• **Stored entries**
****************

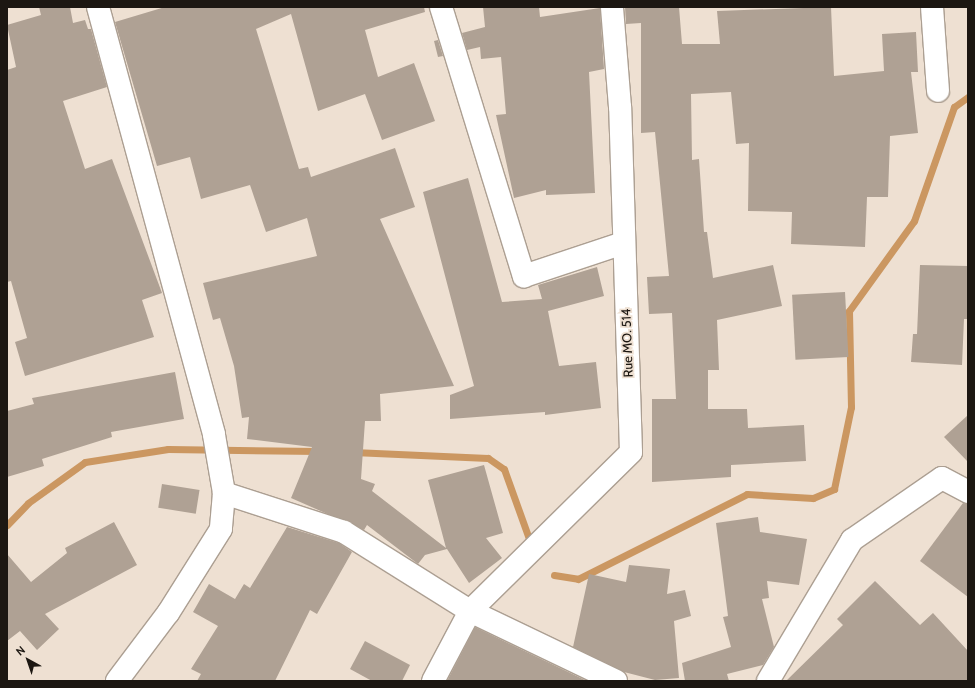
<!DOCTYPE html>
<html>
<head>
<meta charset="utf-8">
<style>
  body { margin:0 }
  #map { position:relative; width:975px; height:688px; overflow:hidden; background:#eee0d2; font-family:Cabin,sans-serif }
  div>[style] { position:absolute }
  .stream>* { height:7px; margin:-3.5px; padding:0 3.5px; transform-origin:3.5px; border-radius:3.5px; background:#cb9761 }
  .building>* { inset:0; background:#afa194; transform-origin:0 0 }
  .roads { filter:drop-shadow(1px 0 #ac9f92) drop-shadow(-1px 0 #ac9f92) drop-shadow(0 1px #ac9f92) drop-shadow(0 -1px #ac9f92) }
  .minor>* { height:22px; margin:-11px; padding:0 11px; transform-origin:11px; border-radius:11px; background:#fff }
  span { translate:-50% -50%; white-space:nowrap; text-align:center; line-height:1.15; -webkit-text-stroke:3.5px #eee0d2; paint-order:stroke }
  .street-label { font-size:13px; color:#1c1712 }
  .frame { position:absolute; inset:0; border:8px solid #1c1712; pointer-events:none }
  .north { position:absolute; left:8px; top:640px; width:40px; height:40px; -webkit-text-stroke:3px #eee0d2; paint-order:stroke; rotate:320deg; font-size:11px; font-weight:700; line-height:16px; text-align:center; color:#1c1712 }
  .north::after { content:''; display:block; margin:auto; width:14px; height:18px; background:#1c1712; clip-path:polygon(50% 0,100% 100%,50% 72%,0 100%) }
</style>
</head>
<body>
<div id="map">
  <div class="stream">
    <i style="left:353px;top:452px;width:135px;rotate:2.5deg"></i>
    <i style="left:488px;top:458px;width:19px;rotate:35deg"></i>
    <i style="left:504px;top:469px;width:74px;rotate:70.3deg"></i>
    <i style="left:7px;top:525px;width:30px;rotate:-46deg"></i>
    <i style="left:28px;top:503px;width:70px;rotate:-35.7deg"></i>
    <i style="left:85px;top:462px;width:84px;rotate:-8.9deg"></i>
    <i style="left:168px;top:449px;width:151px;rotate:0.8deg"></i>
    <i style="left:554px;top:575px;width:24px;rotate:9deg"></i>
    <i style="left:578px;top:579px;width:189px;rotate:-26.7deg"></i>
    <i style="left:747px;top:494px;width:66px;rotate:3.5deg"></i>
    <i style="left:813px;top:498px;width:23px;rotate:-23deg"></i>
    <i style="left:834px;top:489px;width:84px;rotate:-78.3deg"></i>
    <i style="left:851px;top:407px;width:96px;rotate:-91.2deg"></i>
    <i style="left:849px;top:311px;width:111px;rotate:-54.2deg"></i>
    <i style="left:914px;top:221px;width:121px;rotate:-70.7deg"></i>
    <i style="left:954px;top:107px;width:17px;rotate:-36deg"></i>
  </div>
  <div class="building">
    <i style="clip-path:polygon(39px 7px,70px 7px,73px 23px,85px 20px,88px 29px,91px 29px,107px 87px,63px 101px,85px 169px,112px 159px,162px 293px,142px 300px,154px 337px,25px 376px,15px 342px,27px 338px,11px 281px,7px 282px,7px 70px,16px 67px,7px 25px,41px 15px)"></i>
    <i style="clip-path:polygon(165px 7px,424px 7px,425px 12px,365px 30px,378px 77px,414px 63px,435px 121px,382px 140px,365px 94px,318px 111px,291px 14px,256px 29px,299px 169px,308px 167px,311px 177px,395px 148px,415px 207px,380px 219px,454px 386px,380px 394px,381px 421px,365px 421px,361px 479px,375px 484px,372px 491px,446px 548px,428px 480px,484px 465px,503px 533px,486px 538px,502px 558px,469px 583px,447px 549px,425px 555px,418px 564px,367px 525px,364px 530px,291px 498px,312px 447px,247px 439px,249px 417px,242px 418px,234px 366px,220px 318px,213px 320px,203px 283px,317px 256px,307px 218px,266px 232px,250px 185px,201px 199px,190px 157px,157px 166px,115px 22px)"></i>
    <i style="clip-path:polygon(483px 7px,539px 7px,540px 17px,600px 8px,604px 69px,589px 72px,595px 193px,546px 195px,546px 190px,514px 198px,496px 115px,506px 114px,501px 57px,481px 59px,480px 47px,467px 50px,462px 33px,485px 27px)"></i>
    <i style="clip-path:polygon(625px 7px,679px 7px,682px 44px,720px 44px,717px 11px,831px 7px,834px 76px,884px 71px,882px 34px,916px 32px,918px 72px,911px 72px,918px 133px,890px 136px,888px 197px,867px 197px,865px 247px,791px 244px,792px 212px,748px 211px,749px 143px,736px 144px,731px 92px,691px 94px,692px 160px,699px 159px,704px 232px,707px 232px,713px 278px,773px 265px,782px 306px,717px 320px,719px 370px,708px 370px,708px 409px,747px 409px,748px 428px,804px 425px,806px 461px,731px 465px,731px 477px,652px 482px,652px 399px,676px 399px,672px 313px,649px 314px,647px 277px,669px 276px,655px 132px,641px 133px,641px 23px,626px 24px)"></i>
    <i style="clip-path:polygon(438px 40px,443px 56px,438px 57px,434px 41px)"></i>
    <i style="clip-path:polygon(468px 178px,502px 302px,542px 299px,538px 285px,597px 267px,604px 296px,548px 311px,559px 366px,596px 362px,601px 408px,545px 415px,545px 412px,450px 419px,450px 395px,474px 386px,423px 192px)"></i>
    <i style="clip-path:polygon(920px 265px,968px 266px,968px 319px,964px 319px,962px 365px,911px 362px,913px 334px,917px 334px)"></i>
    <i style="left:845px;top:292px;width:65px;height:53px;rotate:87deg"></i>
    <i style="clip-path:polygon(175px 372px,184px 419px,111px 432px,112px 437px,42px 459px,44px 466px,7px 477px,7px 411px,34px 404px,32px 398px)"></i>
    <i style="clip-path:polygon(968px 415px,968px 462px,944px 437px)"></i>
    <i style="left:162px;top:484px;width:38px;height:24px;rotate:9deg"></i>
    <i style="clip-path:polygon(963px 503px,968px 504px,968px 597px,920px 561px)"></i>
    <i style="clip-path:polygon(758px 517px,760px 532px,807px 539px,799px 585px,767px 581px,769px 598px,762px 599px,774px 647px,763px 665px,727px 674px,729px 681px,685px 681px,682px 663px,731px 647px,723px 617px,728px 616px,716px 523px)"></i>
    <i style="clip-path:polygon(114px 522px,137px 565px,45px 614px,59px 629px,37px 650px,20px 631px,7px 641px,7px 554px,31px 582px,67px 553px,65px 548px)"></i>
    <i style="clip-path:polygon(287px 527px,339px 543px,352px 552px,317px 614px,310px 610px,275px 681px,197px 681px,201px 674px,191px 669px,218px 626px,193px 612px,209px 584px,235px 599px,244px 584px,250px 588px)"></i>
    <i style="clip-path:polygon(629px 565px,670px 569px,667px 594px,685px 590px,691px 616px,674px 621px,679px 678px,655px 680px,624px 672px,573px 647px,589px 574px,626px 582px)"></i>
    <i style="clip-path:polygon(875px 581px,920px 625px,933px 613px,968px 651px,968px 681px,786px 681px,843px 625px,837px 619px)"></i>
    <i style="clip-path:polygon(475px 627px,587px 681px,447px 681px)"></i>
    <i style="clip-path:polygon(365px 641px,410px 665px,402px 681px,372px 681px,350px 669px)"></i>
  </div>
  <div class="roads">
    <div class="minor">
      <i style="left:98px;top:7px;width:443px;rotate:74.8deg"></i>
      <i style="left:214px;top:435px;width:59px;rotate:80.2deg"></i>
      <i style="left:224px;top:493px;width:36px;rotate:95deg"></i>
      <i style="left:221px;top:529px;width:99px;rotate:122.2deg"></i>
      <i style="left:168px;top:613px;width:85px;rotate:126.9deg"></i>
      <i style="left:441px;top:7px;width:282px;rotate:72.9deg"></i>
      <i style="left:524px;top:276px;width:104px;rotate:-18.4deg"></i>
      <i style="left:932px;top:7px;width:84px;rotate:85.9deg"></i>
      <i style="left:224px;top:493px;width:126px;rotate:18deg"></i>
      <i style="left:344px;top:532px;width:149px;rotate:32.1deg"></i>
      <i style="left:470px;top:611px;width:162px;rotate:25.6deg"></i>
      <i style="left:433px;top:681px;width:79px;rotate:-62.1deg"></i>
      <i style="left:470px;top:611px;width:226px;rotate:-44.6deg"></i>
      <i style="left:631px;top:452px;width:345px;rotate:-91.8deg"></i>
      <i style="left:620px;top:107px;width:100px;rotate:-94.6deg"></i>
      <i style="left:768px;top:681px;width:164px;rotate:-59.2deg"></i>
      <i style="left:852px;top:540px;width:109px;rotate:-34.6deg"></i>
      <i style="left:942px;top:478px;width:30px;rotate:28deg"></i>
    </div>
  </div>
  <div class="street-label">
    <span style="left:627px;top:343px;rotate:-92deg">Rue MO. 514</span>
  </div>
  <div class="frame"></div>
  <div class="north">N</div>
</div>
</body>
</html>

****************

Print the data above exactly, from its first line to the line bearing "position:relative; width:975px; height:688px;" inclusive, and keep pictures out of the result.

• **FINISHED EXERCISE**
<!DOCTYPE html>
<html>
<head>
<meta charset="utf-8">
<style>
  body { margin:0 }
  #map { position:relative; width:975px; height:688px; overflow:hidden; background:#eee0d2; font-family:Cabin,sans-serif }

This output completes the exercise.